Using the records below, output the stretch that opens with the line containing "thumb mcp: (502, 245)" and closes with the line containing "index dip: (692, 119)", exactly and including both lines, with nothing more.

[LISTED ENTRIES Boundary: Start]

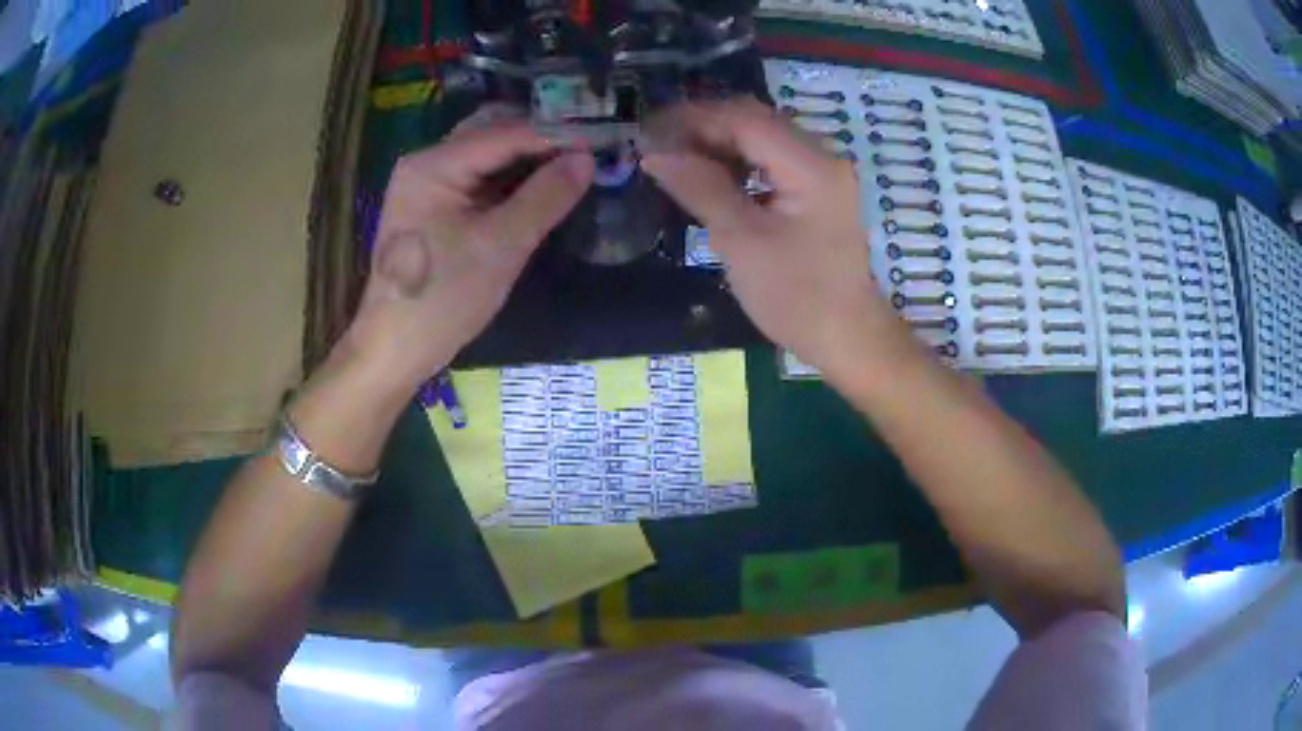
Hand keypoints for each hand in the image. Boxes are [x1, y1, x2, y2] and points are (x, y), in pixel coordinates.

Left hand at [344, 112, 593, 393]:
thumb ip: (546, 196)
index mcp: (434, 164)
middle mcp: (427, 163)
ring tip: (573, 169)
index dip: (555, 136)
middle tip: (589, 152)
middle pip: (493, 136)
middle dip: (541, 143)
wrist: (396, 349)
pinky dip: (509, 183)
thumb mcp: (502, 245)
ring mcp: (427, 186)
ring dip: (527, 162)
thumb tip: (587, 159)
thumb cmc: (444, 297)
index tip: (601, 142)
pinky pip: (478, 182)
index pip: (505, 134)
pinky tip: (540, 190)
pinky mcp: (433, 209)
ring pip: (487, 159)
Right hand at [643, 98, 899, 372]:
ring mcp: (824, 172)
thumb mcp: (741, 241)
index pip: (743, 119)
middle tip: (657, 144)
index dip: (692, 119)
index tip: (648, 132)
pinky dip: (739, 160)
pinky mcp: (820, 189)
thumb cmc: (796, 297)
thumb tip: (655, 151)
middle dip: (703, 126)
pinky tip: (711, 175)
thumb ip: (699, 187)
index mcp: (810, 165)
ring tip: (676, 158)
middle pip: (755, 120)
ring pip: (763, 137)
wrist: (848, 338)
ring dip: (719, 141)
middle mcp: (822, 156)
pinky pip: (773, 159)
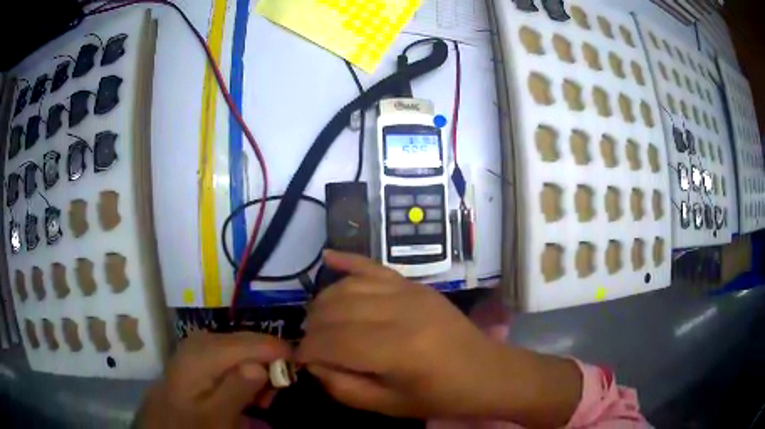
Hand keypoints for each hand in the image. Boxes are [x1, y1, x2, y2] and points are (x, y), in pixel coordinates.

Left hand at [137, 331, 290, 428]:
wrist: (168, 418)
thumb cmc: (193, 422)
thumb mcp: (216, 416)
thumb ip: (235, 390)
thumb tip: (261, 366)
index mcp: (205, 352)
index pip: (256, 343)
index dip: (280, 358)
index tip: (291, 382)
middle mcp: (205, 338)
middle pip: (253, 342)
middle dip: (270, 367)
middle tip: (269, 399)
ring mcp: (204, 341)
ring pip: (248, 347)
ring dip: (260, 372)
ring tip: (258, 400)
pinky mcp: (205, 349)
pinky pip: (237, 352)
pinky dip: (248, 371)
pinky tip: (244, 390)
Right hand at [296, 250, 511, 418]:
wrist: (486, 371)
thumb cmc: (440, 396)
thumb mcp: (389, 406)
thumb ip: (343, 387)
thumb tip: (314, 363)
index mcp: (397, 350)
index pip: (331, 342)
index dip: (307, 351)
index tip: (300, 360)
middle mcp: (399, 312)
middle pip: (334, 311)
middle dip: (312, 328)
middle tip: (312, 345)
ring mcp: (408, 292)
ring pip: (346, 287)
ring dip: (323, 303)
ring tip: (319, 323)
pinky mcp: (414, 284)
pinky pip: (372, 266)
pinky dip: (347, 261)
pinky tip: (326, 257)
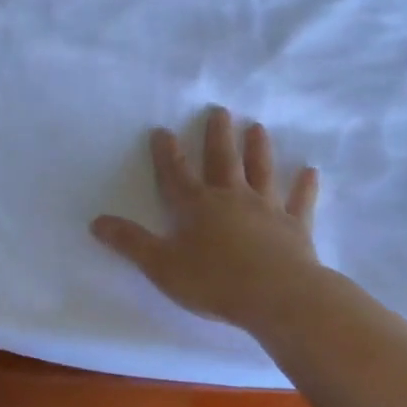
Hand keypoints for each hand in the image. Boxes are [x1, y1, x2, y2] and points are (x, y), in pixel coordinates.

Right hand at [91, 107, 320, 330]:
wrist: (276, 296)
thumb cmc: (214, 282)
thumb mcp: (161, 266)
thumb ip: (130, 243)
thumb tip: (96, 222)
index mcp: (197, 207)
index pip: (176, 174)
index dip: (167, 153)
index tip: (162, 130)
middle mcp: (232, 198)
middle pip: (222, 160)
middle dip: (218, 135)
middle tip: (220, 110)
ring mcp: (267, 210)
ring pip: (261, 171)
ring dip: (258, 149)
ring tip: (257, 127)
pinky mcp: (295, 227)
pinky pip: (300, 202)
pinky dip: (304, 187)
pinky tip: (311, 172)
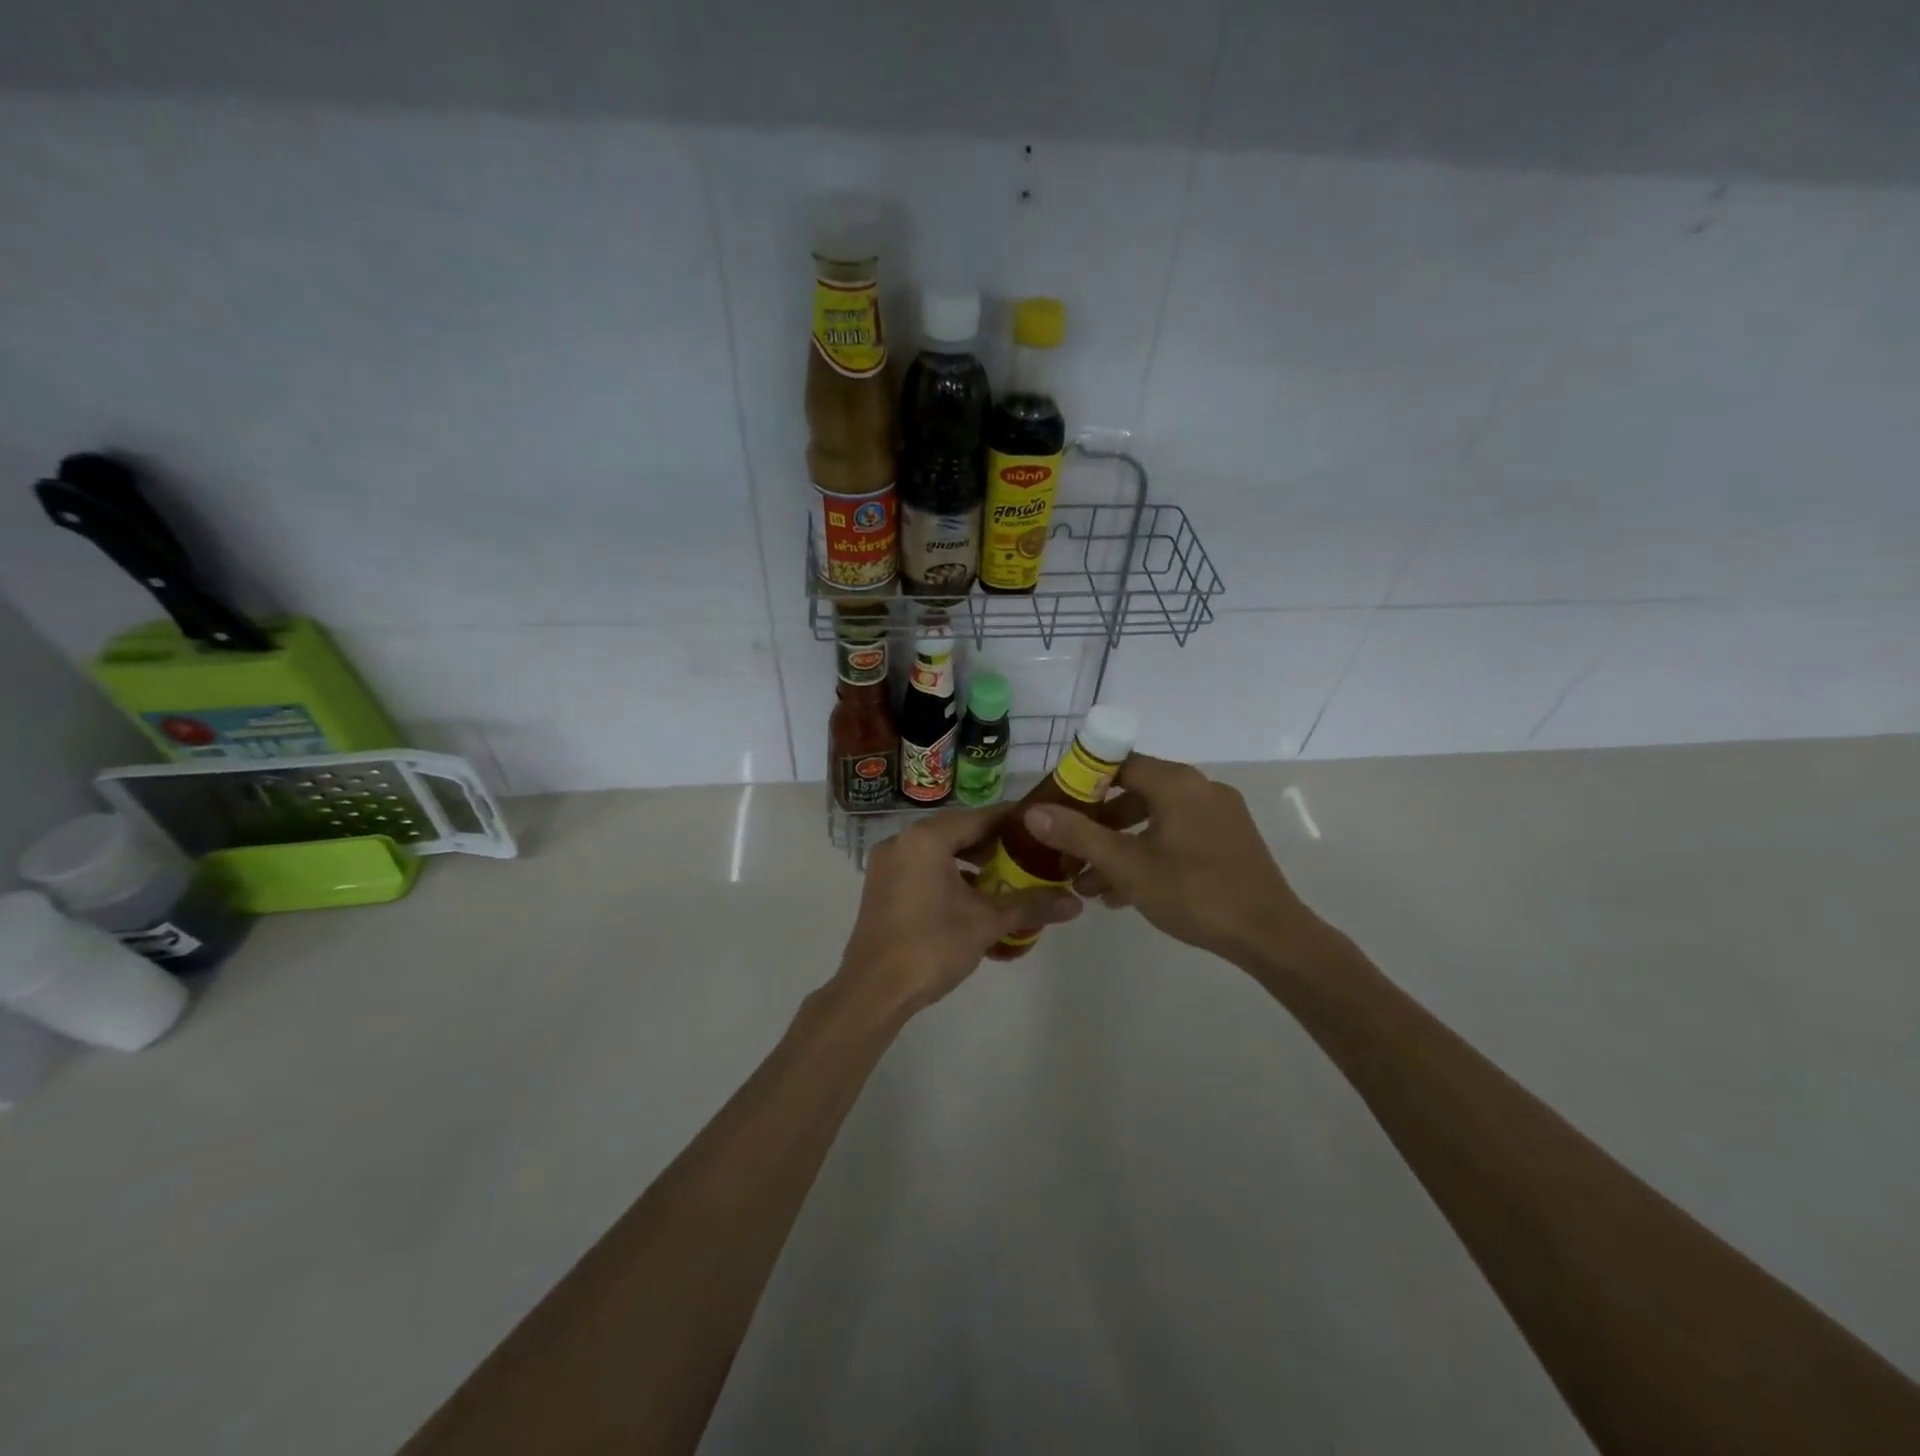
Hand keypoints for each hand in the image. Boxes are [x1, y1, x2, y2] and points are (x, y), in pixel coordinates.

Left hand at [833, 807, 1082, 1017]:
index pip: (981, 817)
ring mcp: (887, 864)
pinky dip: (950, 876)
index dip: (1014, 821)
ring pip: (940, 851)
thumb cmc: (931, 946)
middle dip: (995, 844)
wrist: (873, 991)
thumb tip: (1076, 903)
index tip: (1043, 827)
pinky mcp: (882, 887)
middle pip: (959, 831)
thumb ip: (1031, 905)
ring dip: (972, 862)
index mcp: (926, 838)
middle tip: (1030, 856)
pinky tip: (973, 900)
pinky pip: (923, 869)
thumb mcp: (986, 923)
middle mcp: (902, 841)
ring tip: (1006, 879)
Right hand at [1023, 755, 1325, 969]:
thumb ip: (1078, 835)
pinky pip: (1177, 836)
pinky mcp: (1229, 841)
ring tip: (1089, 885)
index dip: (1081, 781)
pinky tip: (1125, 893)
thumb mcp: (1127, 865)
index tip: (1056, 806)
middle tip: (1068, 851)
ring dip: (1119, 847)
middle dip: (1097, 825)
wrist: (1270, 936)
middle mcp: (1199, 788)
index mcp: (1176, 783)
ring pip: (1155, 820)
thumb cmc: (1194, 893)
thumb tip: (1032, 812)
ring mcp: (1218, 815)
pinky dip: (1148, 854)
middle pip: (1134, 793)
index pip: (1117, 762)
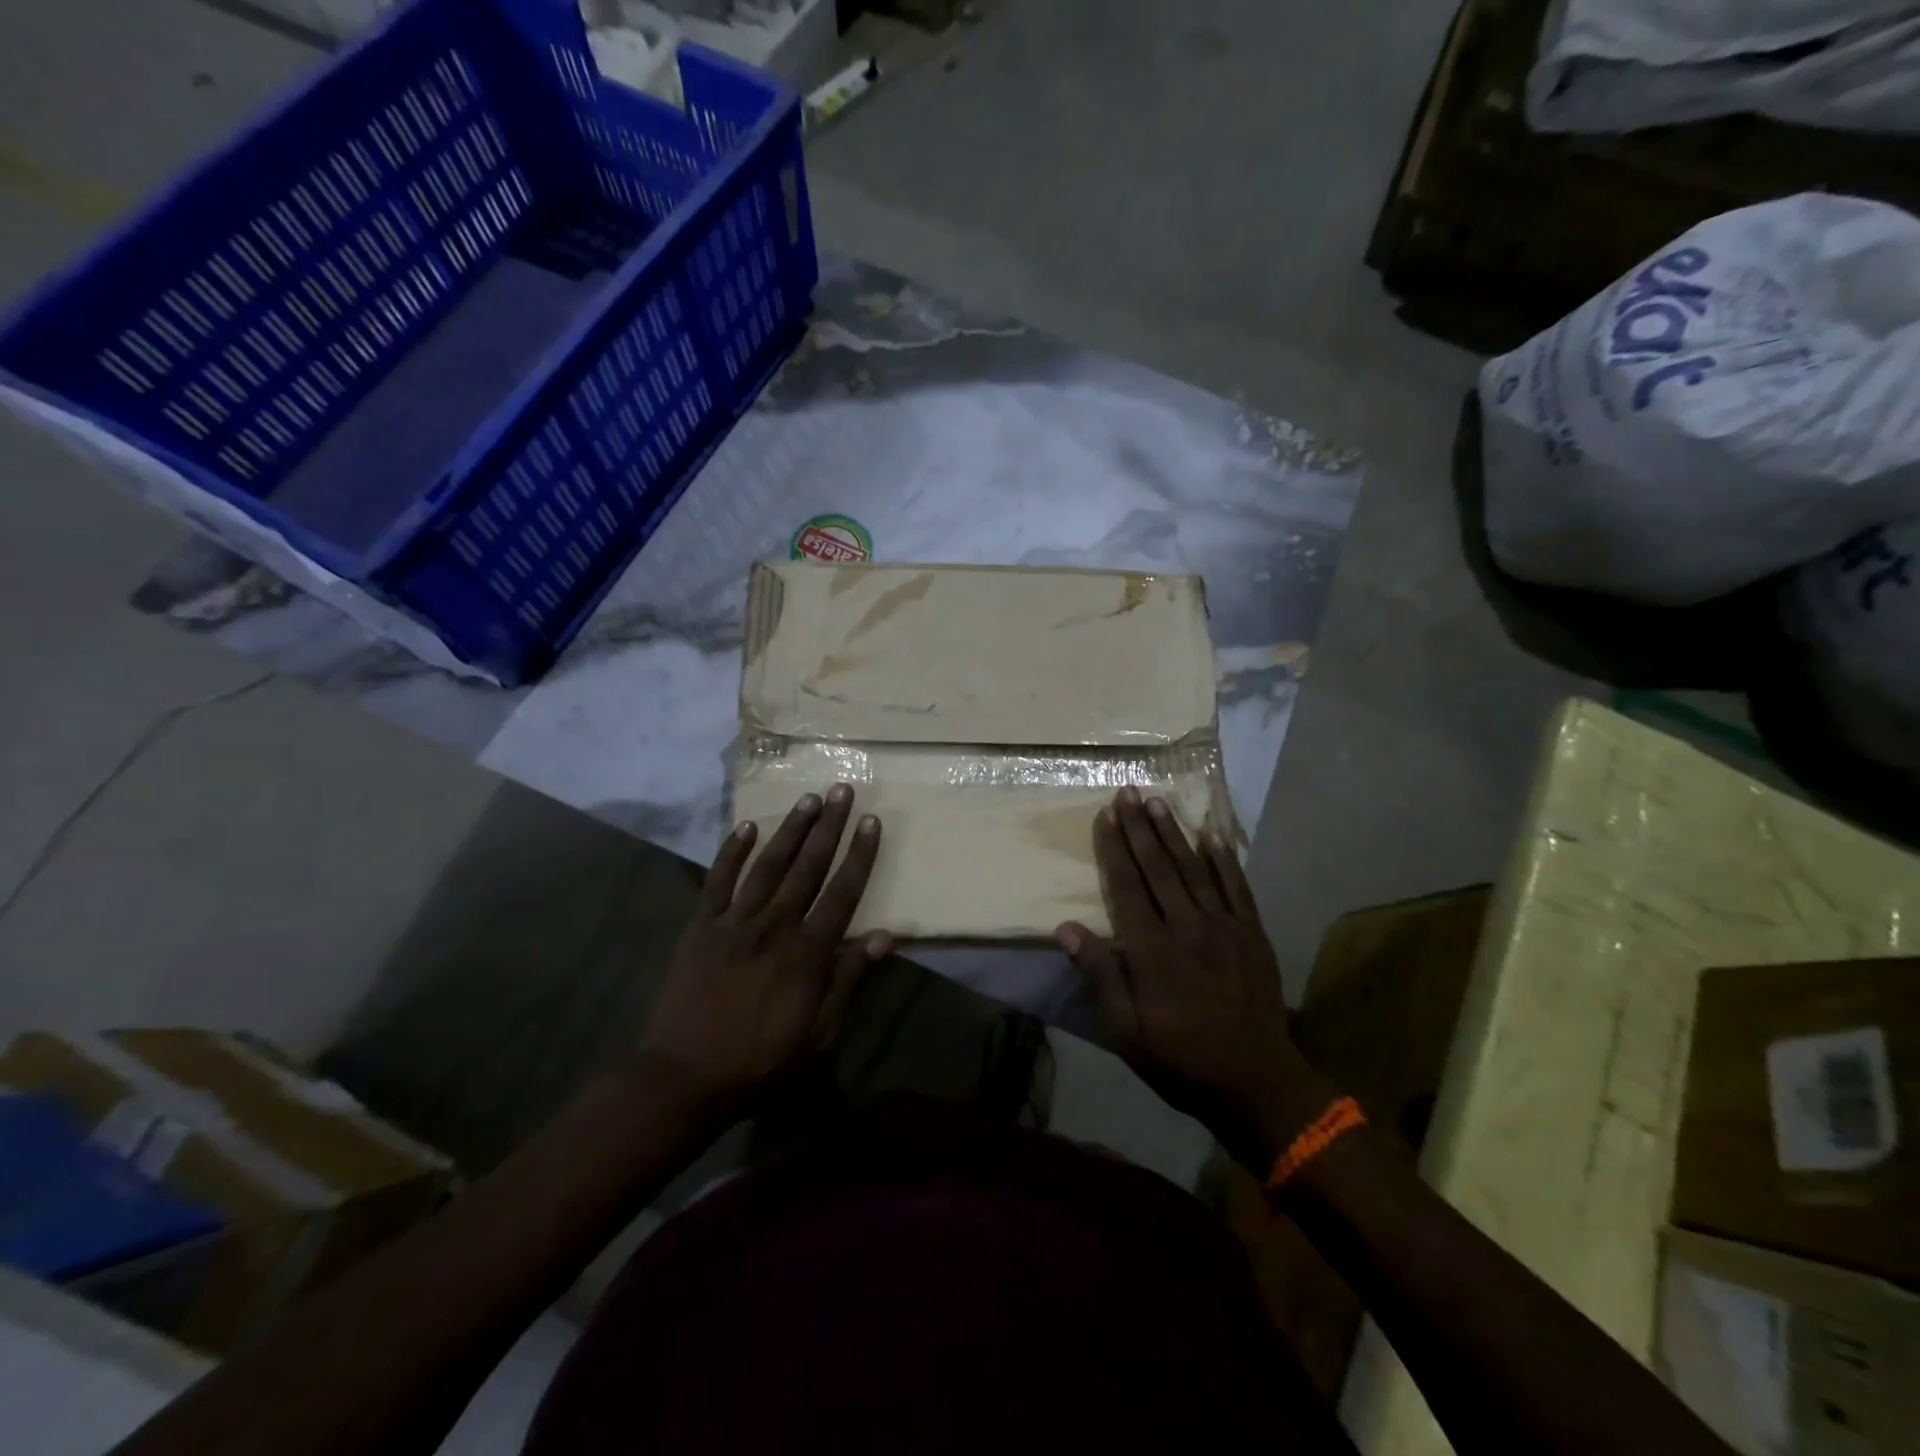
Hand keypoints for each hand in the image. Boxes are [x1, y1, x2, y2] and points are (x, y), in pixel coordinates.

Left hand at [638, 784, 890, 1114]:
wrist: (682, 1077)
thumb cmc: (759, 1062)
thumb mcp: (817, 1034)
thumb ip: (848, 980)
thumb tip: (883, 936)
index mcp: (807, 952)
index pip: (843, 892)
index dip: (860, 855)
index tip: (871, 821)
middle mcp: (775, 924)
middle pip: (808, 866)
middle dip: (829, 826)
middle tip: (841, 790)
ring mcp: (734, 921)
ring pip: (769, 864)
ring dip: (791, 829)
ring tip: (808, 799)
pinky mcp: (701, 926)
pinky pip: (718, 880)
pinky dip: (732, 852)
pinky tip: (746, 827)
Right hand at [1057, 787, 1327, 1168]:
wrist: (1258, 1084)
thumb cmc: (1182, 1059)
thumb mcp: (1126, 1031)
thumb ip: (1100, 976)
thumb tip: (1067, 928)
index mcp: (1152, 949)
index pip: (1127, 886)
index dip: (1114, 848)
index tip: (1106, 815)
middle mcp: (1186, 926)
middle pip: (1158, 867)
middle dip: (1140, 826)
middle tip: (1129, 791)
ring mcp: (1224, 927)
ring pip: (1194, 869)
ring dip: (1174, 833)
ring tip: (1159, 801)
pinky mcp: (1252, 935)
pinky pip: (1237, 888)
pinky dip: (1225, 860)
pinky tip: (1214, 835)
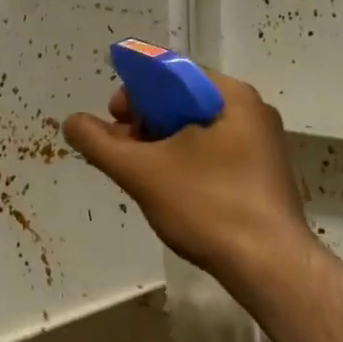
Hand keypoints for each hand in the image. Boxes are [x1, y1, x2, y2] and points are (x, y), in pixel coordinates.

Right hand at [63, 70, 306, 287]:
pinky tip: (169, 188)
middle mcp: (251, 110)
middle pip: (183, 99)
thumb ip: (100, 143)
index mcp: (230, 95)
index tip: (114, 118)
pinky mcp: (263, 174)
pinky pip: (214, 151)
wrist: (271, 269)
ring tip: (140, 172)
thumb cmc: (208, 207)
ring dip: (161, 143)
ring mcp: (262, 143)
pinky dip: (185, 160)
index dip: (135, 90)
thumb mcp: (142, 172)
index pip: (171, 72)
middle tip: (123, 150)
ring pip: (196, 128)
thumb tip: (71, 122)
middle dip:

[LISTED ENTRIES Boundary: End]

ANSWER BOX:
thumb mcp: (502, 245)
ring mcp: (427, 186)
ring dip: (527, 162)
thumb tip: (587, 159)
thumb cmc: (444, 297)
index tip: (601, 142)
pinky pip: (478, 182)
index pip: (505, 134)
pinky tip: (540, 190)
pinky mcp: (433, 209)
ring pip: (487, 159)
Right hand at [643, 98, 899, 372]:
ring mcp: (824, 172)
thumb mcp: (741, 241)
index pip: (743, 119)
middle tip: (657, 144)
index dip: (692, 119)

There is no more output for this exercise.